C’est un Daniel Aselo hors du commun qu’on a vu et entendu dans les images tournées par la Radiotélévision nationale congolaise, où l’homme s’en est pris violemment aux élus provinciaux, citant en exemple sa propre province du Sankuru, en marge de la rencontre que le chef de l’État Félix Tshisekedi a eue avec les députés provinciaux de la République la semaine dernière au Palais du peuple.
En effet, réagissant à une question de la presse sur l’implication par Félix Tshisekedi des députés provinciaux au projet de développement des 145 territoires, l’on pourrait affirmer avec un français d’argot que Daniel Aselo, ministre de l’intérieur, sécurité et affaires coutumières a « pété les plombs » par la teneur non seulement vraie mais également directe de son propos à l’égard des élus provinciaux, qu’il accuse à raison d’ailleurs d’être à la base de la déstabilisation des provinces. Mais seulement, c’est le ton utilisé pour le dire et les gesticulations peu dignes qui ont trahi le sens de sa raison.
« …vous constatez que les députés provinciaux de la RDC n’arrivent pas à comprendre la chose politique qui est en train de se passer dans ce pays. Je peux vous donner une illustration parce que je sais qu’il y en a, qui sont instrumentalisés par leurs collègues. Je ne peux pas m’empêcher de parler de moi-même. Dans ma province du Sankuru, ça fait trois ans depuis que Félix Tshisekedi est président de la République. Cette province n’a jamais eu, alors jamais eu un gouvernement provincial. C’est à cause de qui ? A cause de ses députés provinciaux. C’est à cause de ces députés provinciaux qui ne cherchent que l’argent. Ils ont suite aux injonctions leur données par leurs députés nationaux et sénateurs, mis cette province du Sankuru dans la situation où elle est aujourd’hui. Et au lieu que les députés provinciaux des autres provinces soient solidaires à cette population du Sankuru, ils viennent crier sur le ministre de l’intérieur que je suis, parce qu’ils sont instrumentalisés par leurs collègues du Sankuru. C’est ne pas normal ! ».
Et Daniel Aselo de poursuivre : « Il y a de députés, alors que le président de la République a envoyé de l’argent, 500.000 USD à chaque province, nous sommes informés qu’il y a de gouverneurs des provinces, qui ont pris cet argent, et qu’ils se le sont distribués avec certains députés pour qu’ils ne soient pas évincés de leurs postes. Nous sommes informés que pour tous les députés provinciaux de la RDC, la stabilité de leur province passe par la déstabilisation de gouvernements provinciaux. C’est ce qu’ils viennent de dire, et c’est ce qu’ils viennent faire voir au président de la République. Lorsque eux sont en train de dire au ministre de l’intérieur que je suis, de ne pas m’immiscer dans leurs fonctionnements, ils veulent tout simplement dire : monsieur le ministre, donnez-nous l’occasion de déstabiliser tous les gouvernements provinciaux et que nous, nous restons en stabilité… » .

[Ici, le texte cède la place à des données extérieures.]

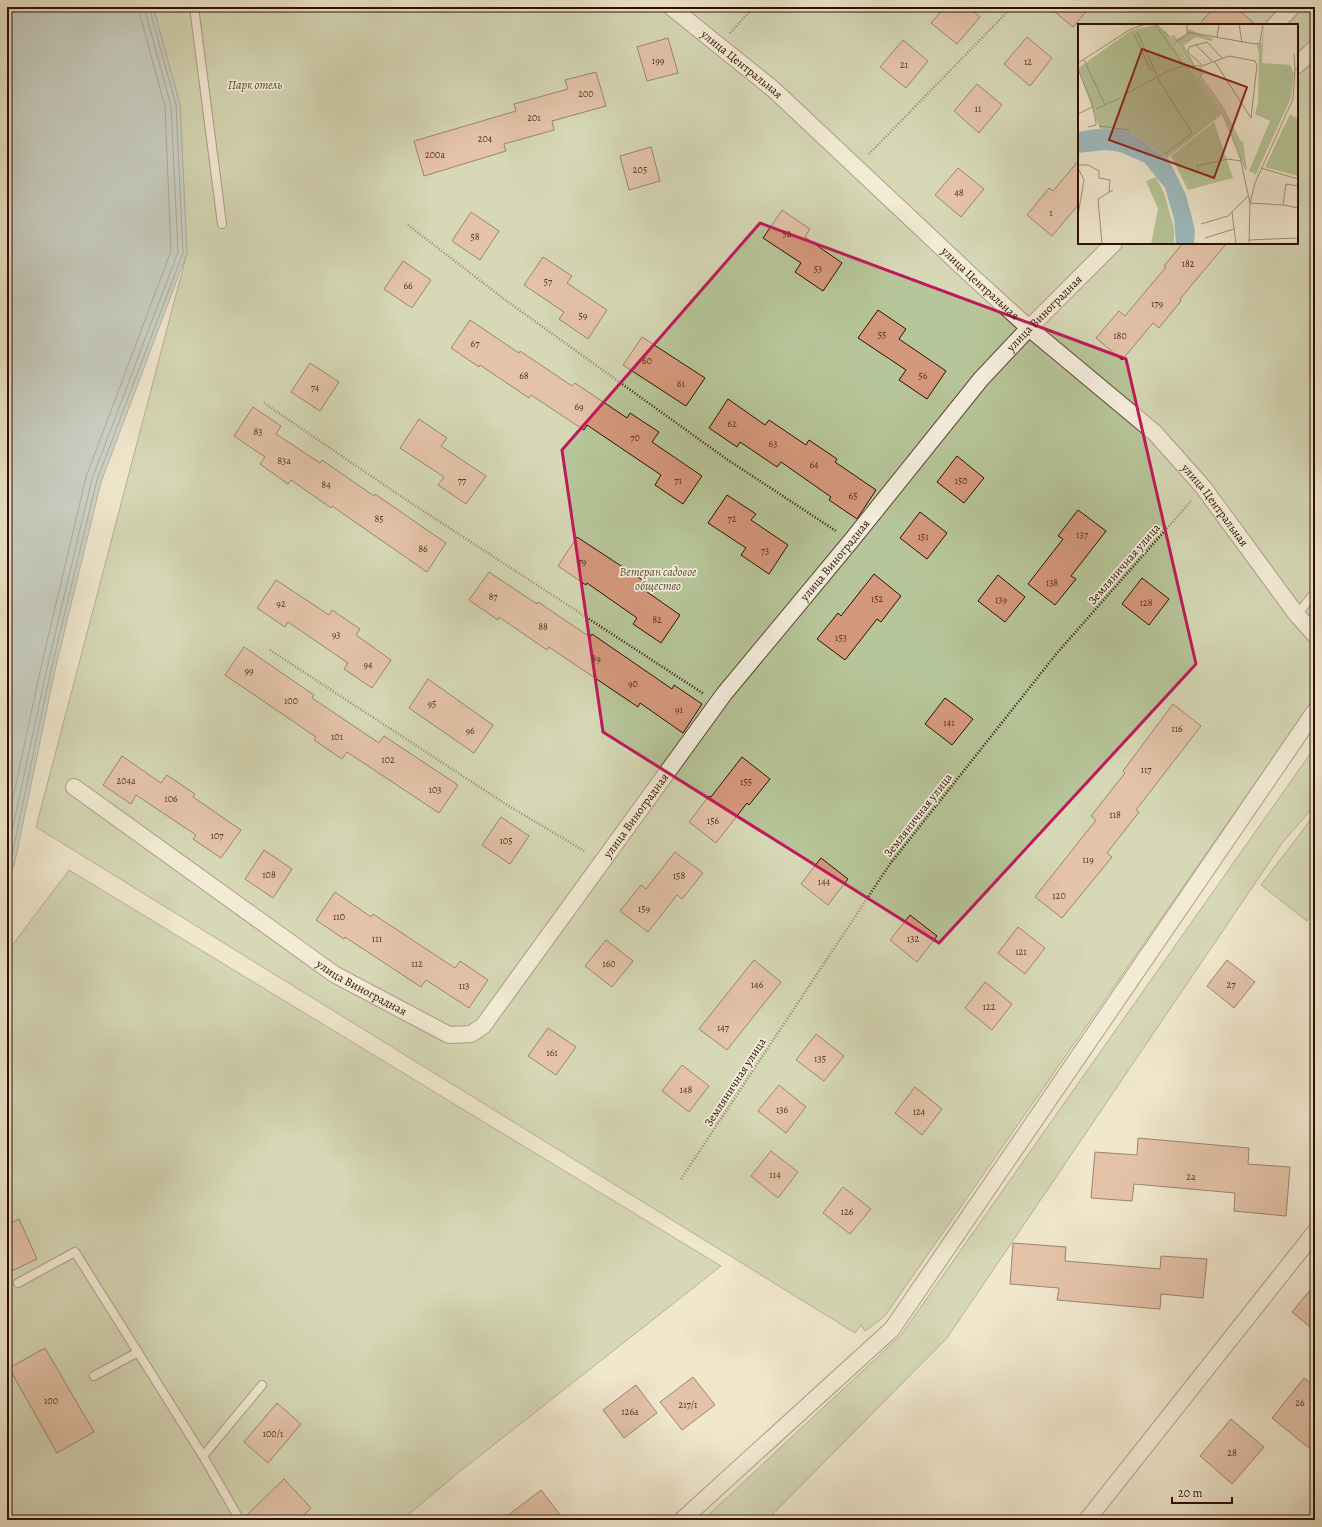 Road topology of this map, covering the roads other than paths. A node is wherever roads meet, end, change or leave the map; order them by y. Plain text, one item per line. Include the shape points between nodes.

Contacté à ce sujet, un ancien fonctionnaire de province donne raison au ministre Daniel Aselo et s’étonne de la confiance que voudrait mettre Félix Tshisekedi aux élus provinciaux qui sont réputés comme mercenaires et cela est connu de tout Congolais.
« Pour moi, si le président de la République ose associer ces mercenaires dans son projet de développement à la base de 145 territoires, c’est l’échec assuré. Savez-vous comment ils appellent leur session parlementaire ? : « Zando » (Ndlr : marché). Comprenez par vous-mêmes qu’un soit disant élu, puisse qualifier une session parlementaire de marché… », explique l’ancien chef de section de la brigade financière de la Mongala, un service provincial créé par le gouverneur José Makila en son temps, pour le contrôle de recettes rétrocédées aux provinces par le gouvernement central.
Ces accusations véridiques de Daniel Aselo relancent le débat sur l’opportunité pour la RDC aujourd’hui d’avoir dans son architecture institutionnelle d’une part les assemblées provinciales budgétivores, et d’autres parts, un sénat aussi onéreux qui, en réalité, n’a comme rôle, que son président puisse remplacer le chef de l’État en cas d’empêchement définitif. C’est dans ces genres de débats que les Congolais attendent ceux qui se disent politiciens de prendre le devant pour initier de vraies réformes pouvant booster la RDC, et déclencher la renaissance de cet État qui peine à décoller depuis son accession à l’indépendance en 1960.